> _TASK PROMPT_
Reproduce the entries that follow exactly, dropping each image.

> _DATA PROVIDED_
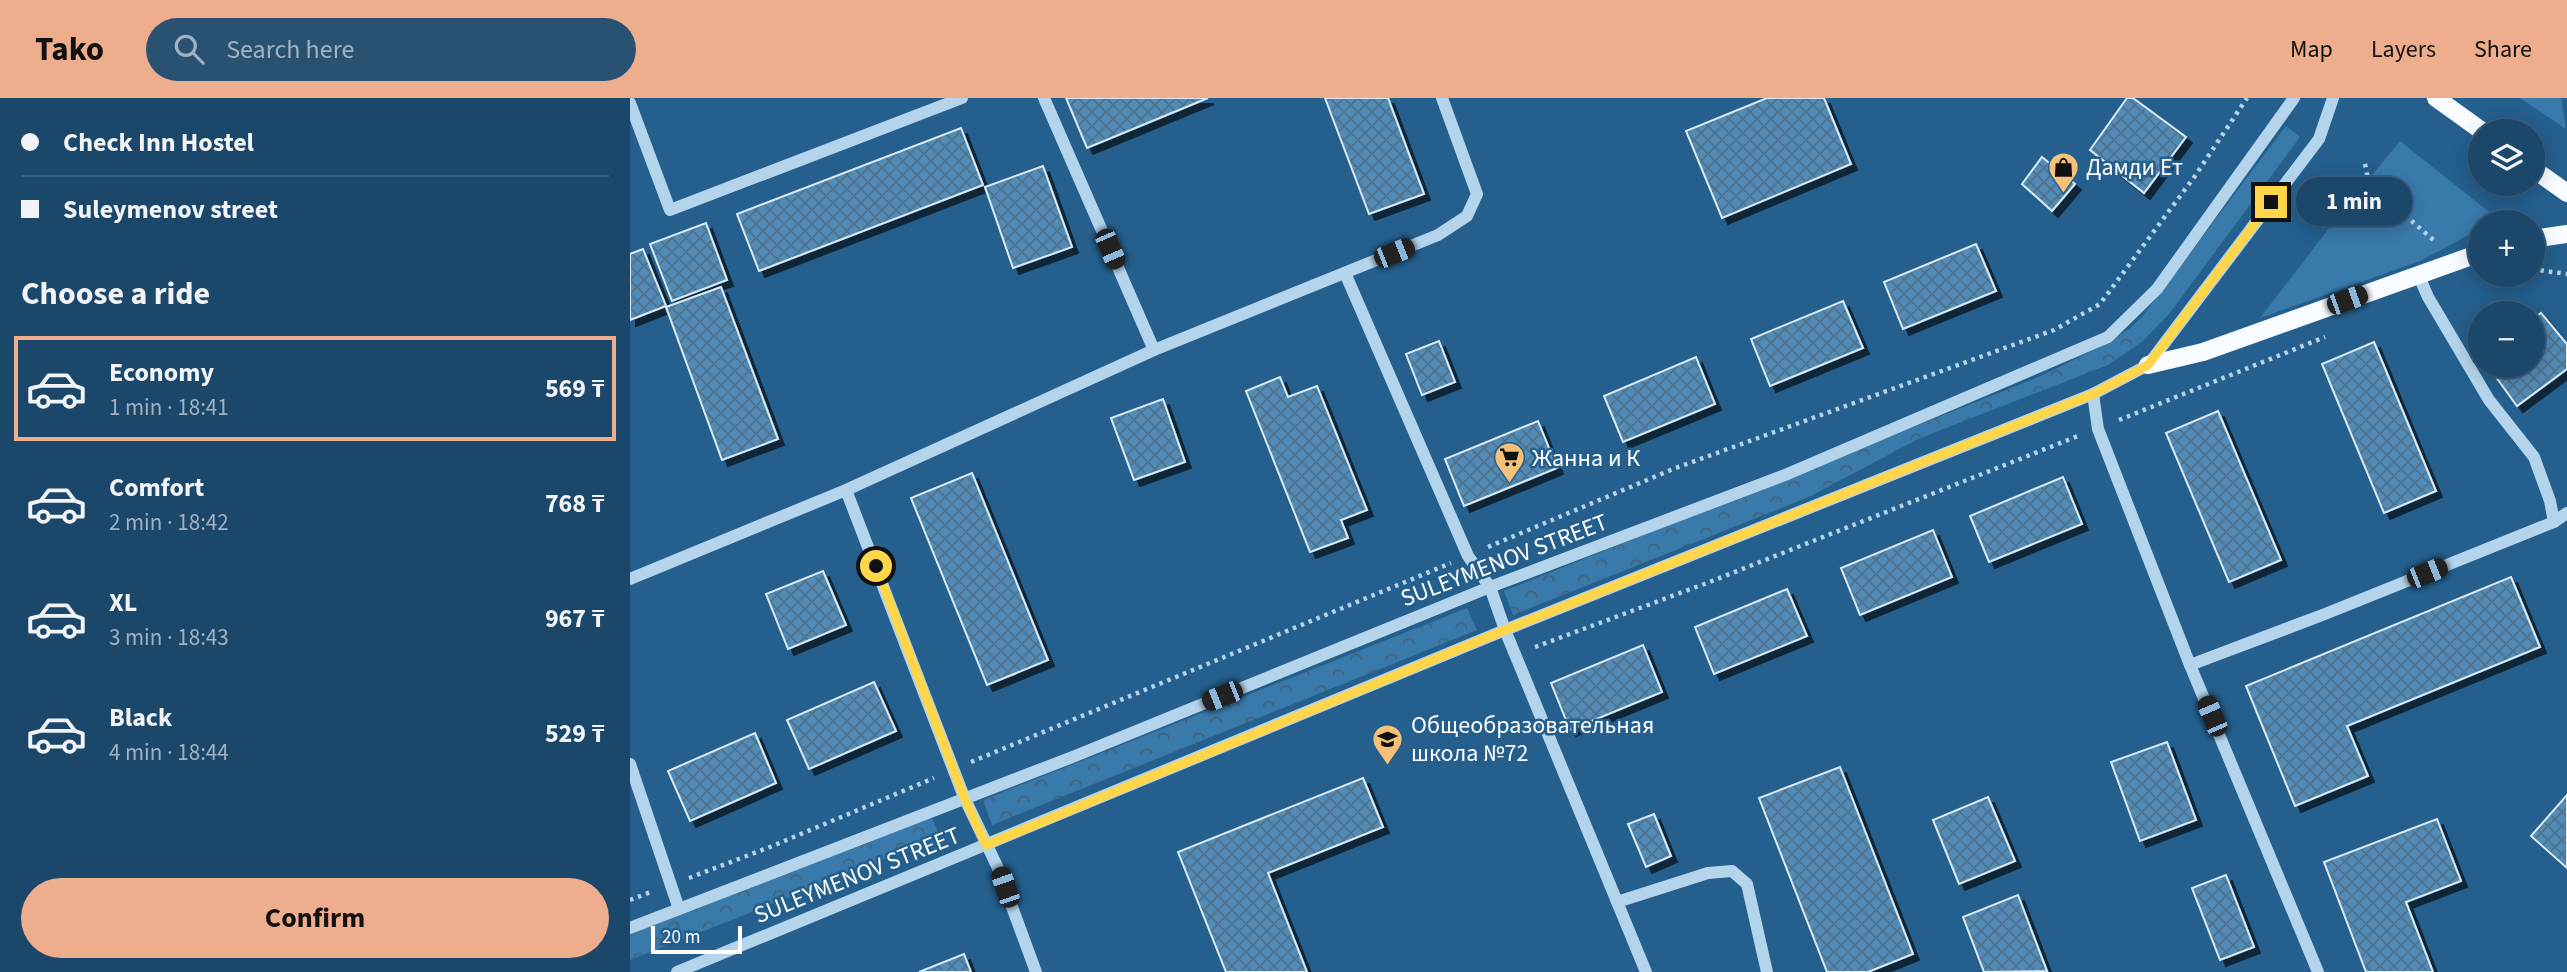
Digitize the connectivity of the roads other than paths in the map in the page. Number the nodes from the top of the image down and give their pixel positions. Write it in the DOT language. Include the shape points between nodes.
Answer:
graph roads {
  1 [pos="962,98"];
  2 [pos="1044,98"];
  3 [pos="1441,98"];
  4 [pos="2294,98"];
  5 [pos="2333,98"];
  6 [pos="2436,98"];
  7 [pos="630,103"];
  8 [pos="2468,121"];
  9 [pos="644,138"];
  10 [pos="630,144"];
  11 [pos="2545,177"];
  12 [pos="2567,193"];
  13 [pos="2567,234"];
  14 [pos="2545,237"];
  15 [pos="2468,257"];
  16 [pos="1345,273"];
  17 [pos="2418,274"];
  18 [pos="1154,350"];
  19 [pos="2148,365"];
  20 [pos="2093,394"];
  21 [pos="846,490"];
  22 [pos="2567,513"];
  23 [pos="2554,522"];
  24 [pos="630,579"];
  25 [pos="1490,587"];
  26 [pos="1505,630"];
  27 [pos="2190,665"];
  28 [pos="630,764"];
  29 [pos="964,797"];
  30 [pos="986,845"];
  31 [pos="1617,902"];
  32 [pos="679,909"];
  33 [pos="630,928"];
  34 [pos="677,972"];
  35 [pos="1035,972"];
  36 [pos="1646,972"];
  37 [pos="1767,972"];
  38 [pos="2318,972"];
  1 -- 9 [label="street" via="670,210"];
  2 -- 18 [label="street"];
  3 -- 16 [label="street" via="1477,194 1467,216 1438,235"];
  4 -- 25 [label="street, SULEYMENOV STREET" via="2157,289 2108,337 1785,475"];
  5 -- 19 [label="street, SULEYMENOV STREET" via="2319,139"];
  6 -- 8 [label="main road"];
  7 -- 9 [label="street"];
  9 -- 10 [label="street"];
  11 -- 12 [label="main road"];
  13 -- 14 [label="main road"];
  15 -- 17 [label="main road"];
  16 -- 18 [label="street"];
  16 -- 25 [label="street" via="1468,556"];
  17 -- 19 [label="main road" via="2203,352"];
  17 -- 23 [label="street" via="2489,400 2534,457"];
  18 -- 21 [label="street"];
  19 -- 20 [label="street, SULEYMENOV STREET"];
  20 -- 26 [label="street, SULEYMENOV STREET"];
  20 -- 27 [label="street" via="2098,429"];
  21 -- 24 [label="street"];
  21 -- 29 [label="street"];
  22 -- 23 [label="street"];
  23 -- 27 [label="street"];
  25 -- 26 [label="street"];
  25 -- 29 [label="street, SULEYMENOV STREET"];
  26 -- 30 [label="street, SULEYMENOV STREET"];
  26 -- 31 [label="street"];
  27 -- 38 [label="street"];
  28 -- 32 [label="street"];
  29 -- 30 [label="street"];
  29 -- 32 [label="street, SULEYMENOV STREET"];
  30 -- 34 [label="street, SULEYMENOV STREET"];
  30 -- 35 [label="street" via="998,866"];
  31 -- 36 [label="street"];
  31 -- 37 [label="street" via="1708,873 1732,870 1747,884"];
  32 -- 33 [label="street, SULEYMENOV STREET"];
}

> _SOLUTION FOR THIS EXERCISE_
Digitize the connectivity of the roads other than paths in the map in the page. Number the nodes from the top of the image down and give their pixel positions. Write it in the DOT language. Include the shape points between nodes.
Answer:
graph roads {
  1 [pos="962,98"];
  2 [pos="1044,98"];
  3 [pos="1441,98"];
  4 [pos="2294,98"];
  5 [pos="2333,98"];
  6 [pos="2436,98"];
  7 [pos="630,103"];
  8 [pos="2468,121"];
  9 [pos="644,138"];
  10 [pos="630,144"];
  11 [pos="2545,177"];
  12 [pos="2567,193"];
  13 [pos="2567,234"];
  14 [pos="2545,237"];
  15 [pos="2468,257"];
  16 [pos="1345,273"];
  17 [pos="2418,274"];
  18 [pos="1154,350"];
  19 [pos="2148,365"];
  20 [pos="2093,394"];
  21 [pos="846,490"];
  22 [pos="2567,513"];
  23 [pos="2554,522"];
  24 [pos="630,579"];
  25 [pos="1490,587"];
  26 [pos="1505,630"];
  27 [pos="2190,665"];
  28 [pos="630,764"];
  29 [pos="964,797"];
  30 [pos="986,845"];
  31 [pos="1617,902"];
  32 [pos="679,909"];
  33 [pos="630,928"];
  34 [pos="677,972"];
  35 [pos="1035,972"];
  36 [pos="1646,972"];
  37 [pos="1767,972"];
  38 [pos="2318,972"];
  1 -- 9 [label="street" via="670,210"];
  2 -- 18 [label="street"];
  3 -- 16 [label="street" via="1477,194 1467,216 1438,235"];
  4 -- 25 [label="street, SULEYMENOV STREET" via="2157,289 2108,337 1785,475"];
  5 -- 19 [label="street, SULEYMENOV STREET" via="2319,139"];
  6 -- 8 [label="main road"];
  7 -- 9 [label="street"];
  9 -- 10 [label="street"];
  11 -- 12 [label="main road"];
  13 -- 14 [label="main road"];
  15 -- 17 [label="main road"];
  16 -- 18 [label="street"];
  16 -- 25 [label="street" via="1468,556"];
  17 -- 19 [label="main road" via="2203,352"];
  17 -- 23 [label="street" via="2489,400 2534,457"];
  18 -- 21 [label="street"];
  19 -- 20 [label="street, SULEYMENOV STREET"];
  20 -- 26 [label="street, SULEYMENOV STREET"];
  20 -- 27 [label="street" via="2098,429"];
  21 -- 24 [label="street"];
  21 -- 29 [label="street"];
  22 -- 23 [label="street"];
  23 -- 27 [label="street"];
  25 -- 26 [label="street"];
  25 -- 29 [label="street, SULEYMENOV STREET"];
  26 -- 30 [label="street, SULEYMENOV STREET"];
  26 -- 31 [label="street"];
  27 -- 38 [label="street"];
  28 -- 32 [label="street"];
  29 -- 30 [label="street"];
  29 -- 32 [label="street, SULEYMENOV STREET"];
  30 -- 34 [label="street, SULEYMENOV STREET"];
  30 -- 35 [label="street" via="998,866"];
  31 -- 36 [label="street"];
  31 -- 37 [label="street" via="1708,873 1732,870 1747,884"];
  32 -- 33 [label="street, SULEYMENOV STREET"];
}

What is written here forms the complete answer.